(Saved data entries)
:::::

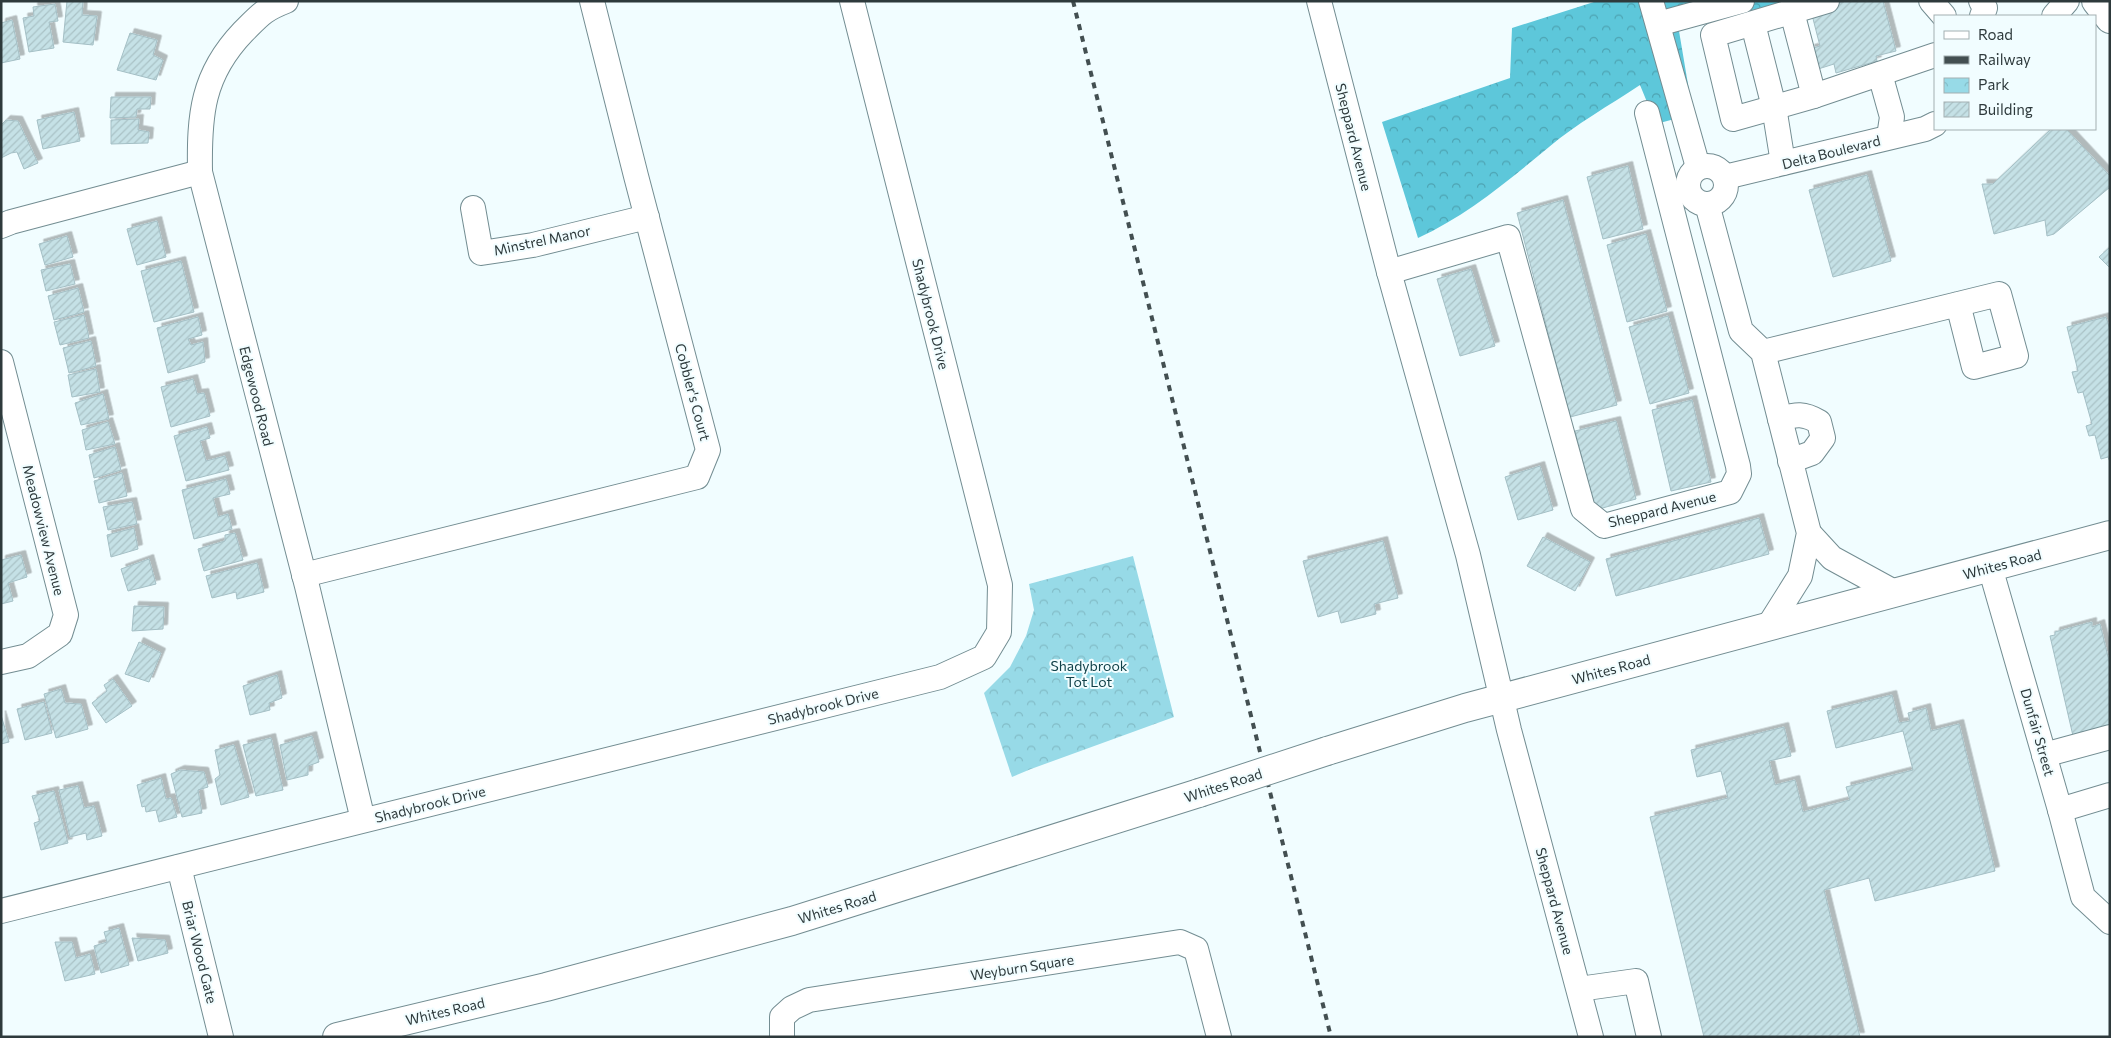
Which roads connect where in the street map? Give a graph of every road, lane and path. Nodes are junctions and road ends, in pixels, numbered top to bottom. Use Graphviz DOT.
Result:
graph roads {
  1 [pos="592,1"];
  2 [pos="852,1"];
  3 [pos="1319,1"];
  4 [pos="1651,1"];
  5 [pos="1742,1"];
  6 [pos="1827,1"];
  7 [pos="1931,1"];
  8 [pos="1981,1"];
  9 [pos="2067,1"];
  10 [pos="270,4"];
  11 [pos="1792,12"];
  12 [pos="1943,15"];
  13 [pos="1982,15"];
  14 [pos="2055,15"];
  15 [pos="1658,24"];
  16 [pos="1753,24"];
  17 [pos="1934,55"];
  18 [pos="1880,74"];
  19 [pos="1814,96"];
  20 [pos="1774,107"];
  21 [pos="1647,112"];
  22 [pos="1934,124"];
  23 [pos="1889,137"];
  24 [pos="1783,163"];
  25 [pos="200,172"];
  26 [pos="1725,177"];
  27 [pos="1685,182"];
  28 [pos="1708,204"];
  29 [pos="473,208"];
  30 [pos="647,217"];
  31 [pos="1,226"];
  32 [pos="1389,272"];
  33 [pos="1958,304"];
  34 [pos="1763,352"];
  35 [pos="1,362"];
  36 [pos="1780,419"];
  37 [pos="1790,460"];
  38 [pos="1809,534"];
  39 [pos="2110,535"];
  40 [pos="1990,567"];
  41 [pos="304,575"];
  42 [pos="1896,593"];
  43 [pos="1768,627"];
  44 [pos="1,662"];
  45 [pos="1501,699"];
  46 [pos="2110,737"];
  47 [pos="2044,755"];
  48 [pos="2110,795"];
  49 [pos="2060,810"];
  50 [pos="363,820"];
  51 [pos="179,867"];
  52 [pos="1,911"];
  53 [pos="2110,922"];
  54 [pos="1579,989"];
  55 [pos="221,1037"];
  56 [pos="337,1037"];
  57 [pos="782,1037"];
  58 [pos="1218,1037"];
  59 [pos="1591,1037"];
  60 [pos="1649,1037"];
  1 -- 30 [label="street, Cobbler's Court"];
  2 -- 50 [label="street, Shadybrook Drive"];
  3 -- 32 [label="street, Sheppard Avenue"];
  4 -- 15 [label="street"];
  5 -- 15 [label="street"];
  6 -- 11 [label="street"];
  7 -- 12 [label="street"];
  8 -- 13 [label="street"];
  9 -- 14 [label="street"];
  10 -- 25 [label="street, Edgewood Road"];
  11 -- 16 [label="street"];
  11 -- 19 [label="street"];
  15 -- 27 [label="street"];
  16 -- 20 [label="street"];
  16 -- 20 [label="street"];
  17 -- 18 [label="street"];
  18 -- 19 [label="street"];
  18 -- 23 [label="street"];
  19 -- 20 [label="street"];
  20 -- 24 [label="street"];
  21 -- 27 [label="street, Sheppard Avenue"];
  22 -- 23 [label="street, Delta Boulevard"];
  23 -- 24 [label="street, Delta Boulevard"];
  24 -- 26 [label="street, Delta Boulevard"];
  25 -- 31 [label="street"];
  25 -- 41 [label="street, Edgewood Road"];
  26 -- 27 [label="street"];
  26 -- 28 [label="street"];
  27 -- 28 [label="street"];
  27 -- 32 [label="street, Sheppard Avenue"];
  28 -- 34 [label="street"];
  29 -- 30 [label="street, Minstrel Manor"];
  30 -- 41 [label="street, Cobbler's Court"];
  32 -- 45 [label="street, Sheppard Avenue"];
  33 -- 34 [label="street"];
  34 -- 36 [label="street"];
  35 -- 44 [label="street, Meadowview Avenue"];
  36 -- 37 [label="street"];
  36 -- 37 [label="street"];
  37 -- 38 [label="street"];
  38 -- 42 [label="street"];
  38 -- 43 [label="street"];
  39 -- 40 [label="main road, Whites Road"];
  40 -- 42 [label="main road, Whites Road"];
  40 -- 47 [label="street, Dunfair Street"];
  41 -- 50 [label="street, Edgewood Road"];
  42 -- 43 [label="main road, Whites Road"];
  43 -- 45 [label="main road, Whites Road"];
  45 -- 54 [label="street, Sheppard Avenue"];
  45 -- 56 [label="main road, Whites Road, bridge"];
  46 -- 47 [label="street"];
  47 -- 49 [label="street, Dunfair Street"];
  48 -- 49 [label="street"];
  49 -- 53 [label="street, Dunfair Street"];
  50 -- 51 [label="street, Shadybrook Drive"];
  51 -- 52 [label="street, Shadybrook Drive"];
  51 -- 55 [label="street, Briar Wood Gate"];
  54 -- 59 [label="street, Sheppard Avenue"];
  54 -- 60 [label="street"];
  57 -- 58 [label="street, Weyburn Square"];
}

:::::

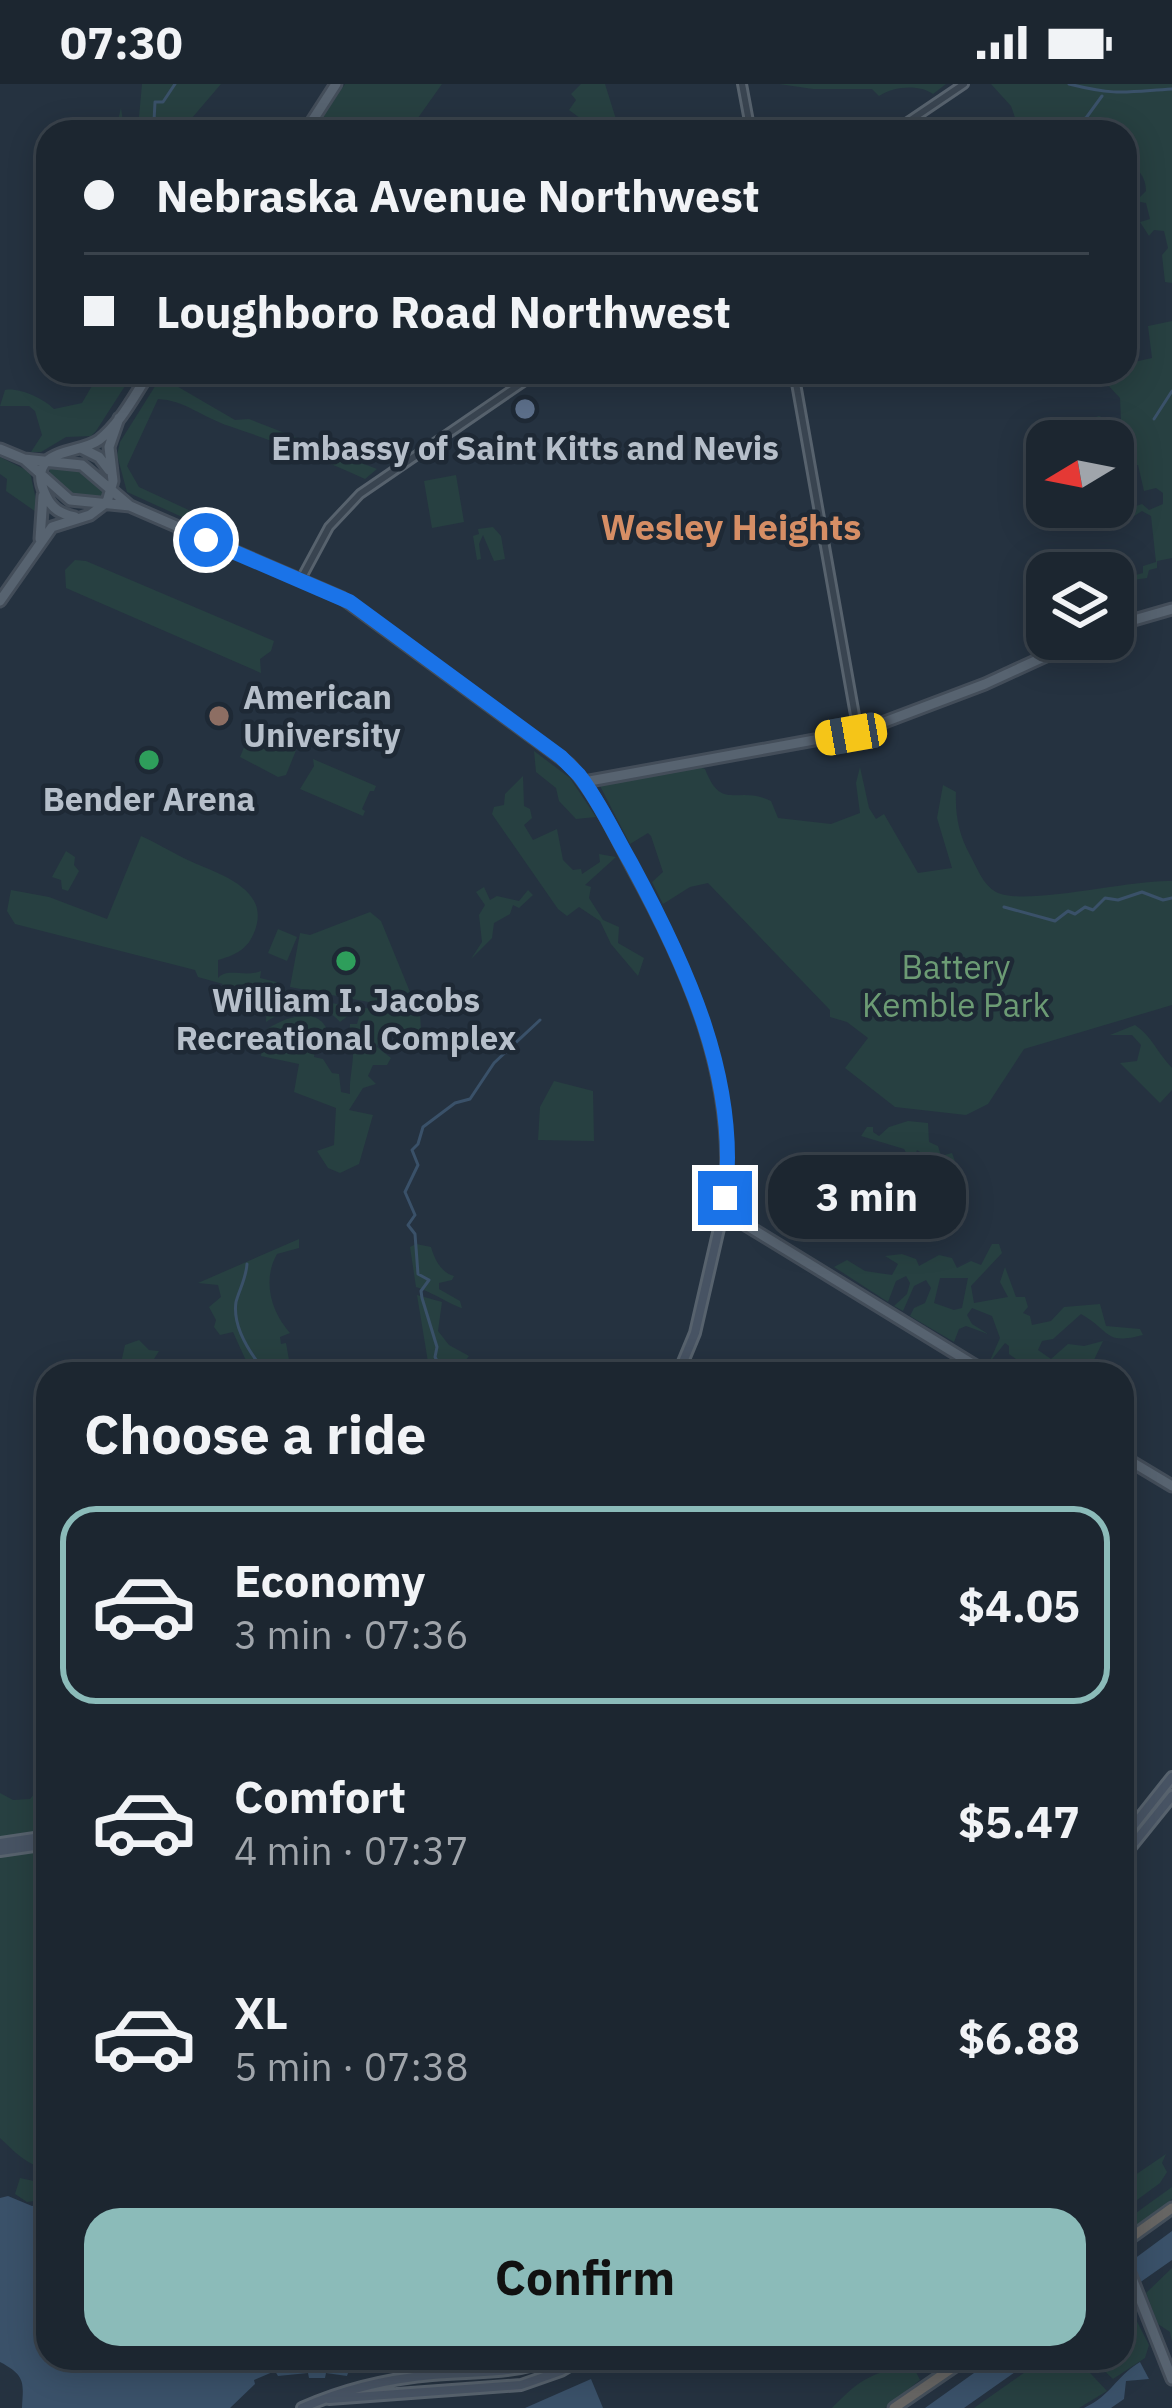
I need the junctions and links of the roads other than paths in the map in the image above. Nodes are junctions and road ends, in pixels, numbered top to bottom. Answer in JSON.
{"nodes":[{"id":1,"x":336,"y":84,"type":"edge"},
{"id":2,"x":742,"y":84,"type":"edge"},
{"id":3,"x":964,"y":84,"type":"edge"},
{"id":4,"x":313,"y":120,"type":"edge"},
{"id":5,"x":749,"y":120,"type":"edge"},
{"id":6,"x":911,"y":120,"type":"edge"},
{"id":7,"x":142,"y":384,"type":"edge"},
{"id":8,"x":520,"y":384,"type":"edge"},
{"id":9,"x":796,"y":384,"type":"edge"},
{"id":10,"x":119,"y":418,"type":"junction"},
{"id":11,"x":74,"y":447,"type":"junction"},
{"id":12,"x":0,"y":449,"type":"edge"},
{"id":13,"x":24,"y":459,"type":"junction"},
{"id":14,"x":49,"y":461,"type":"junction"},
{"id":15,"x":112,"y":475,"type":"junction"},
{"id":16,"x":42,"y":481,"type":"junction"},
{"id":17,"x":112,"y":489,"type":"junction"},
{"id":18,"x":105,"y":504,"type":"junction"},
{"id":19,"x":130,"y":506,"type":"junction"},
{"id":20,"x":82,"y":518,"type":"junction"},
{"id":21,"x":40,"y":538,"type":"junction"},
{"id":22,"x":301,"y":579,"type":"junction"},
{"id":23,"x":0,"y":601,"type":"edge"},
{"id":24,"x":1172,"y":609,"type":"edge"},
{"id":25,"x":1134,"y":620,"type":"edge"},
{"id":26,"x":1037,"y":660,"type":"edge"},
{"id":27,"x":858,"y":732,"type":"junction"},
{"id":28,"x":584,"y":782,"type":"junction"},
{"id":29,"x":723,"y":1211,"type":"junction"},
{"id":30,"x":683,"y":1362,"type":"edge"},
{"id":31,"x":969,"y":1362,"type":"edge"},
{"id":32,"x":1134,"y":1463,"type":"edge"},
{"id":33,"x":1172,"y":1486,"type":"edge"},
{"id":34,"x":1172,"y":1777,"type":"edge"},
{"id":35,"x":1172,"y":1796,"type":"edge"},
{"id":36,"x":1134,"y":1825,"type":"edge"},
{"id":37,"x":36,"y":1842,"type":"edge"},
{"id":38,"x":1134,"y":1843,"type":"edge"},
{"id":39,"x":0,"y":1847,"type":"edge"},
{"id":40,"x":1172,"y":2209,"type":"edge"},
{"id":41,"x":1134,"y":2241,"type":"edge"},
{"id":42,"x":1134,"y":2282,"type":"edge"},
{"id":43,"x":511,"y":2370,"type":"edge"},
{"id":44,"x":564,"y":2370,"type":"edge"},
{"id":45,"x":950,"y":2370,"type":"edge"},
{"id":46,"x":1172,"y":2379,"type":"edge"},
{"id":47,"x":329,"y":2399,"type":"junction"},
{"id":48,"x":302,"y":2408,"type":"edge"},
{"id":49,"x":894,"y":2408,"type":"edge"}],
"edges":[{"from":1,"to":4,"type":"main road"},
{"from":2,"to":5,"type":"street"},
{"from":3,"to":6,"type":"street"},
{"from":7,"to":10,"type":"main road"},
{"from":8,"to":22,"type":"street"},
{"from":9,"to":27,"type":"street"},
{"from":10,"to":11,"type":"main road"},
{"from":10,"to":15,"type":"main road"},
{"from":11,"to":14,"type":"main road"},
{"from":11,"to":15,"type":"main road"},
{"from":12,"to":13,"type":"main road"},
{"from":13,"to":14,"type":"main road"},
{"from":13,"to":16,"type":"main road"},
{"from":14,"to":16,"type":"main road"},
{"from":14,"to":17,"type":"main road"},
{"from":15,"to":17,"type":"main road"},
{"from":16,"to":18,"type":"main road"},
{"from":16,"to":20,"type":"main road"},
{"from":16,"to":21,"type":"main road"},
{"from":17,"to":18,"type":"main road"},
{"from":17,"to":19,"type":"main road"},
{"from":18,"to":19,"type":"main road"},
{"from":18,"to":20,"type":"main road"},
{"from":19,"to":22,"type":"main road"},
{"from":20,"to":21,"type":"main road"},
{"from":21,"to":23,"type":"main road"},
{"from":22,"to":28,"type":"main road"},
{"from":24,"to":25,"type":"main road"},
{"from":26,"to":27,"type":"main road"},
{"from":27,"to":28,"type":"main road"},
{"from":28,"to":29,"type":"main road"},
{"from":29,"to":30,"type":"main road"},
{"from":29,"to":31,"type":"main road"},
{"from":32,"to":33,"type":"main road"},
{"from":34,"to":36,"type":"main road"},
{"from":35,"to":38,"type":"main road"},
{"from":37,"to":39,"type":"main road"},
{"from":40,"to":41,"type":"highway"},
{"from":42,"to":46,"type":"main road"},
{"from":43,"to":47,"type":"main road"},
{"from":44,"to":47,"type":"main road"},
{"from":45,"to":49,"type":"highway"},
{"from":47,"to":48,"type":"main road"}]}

:::::

Task objective: If a line of the data contains "Whites", it counts; report the number of such lines and nothing else.

The completed task: 5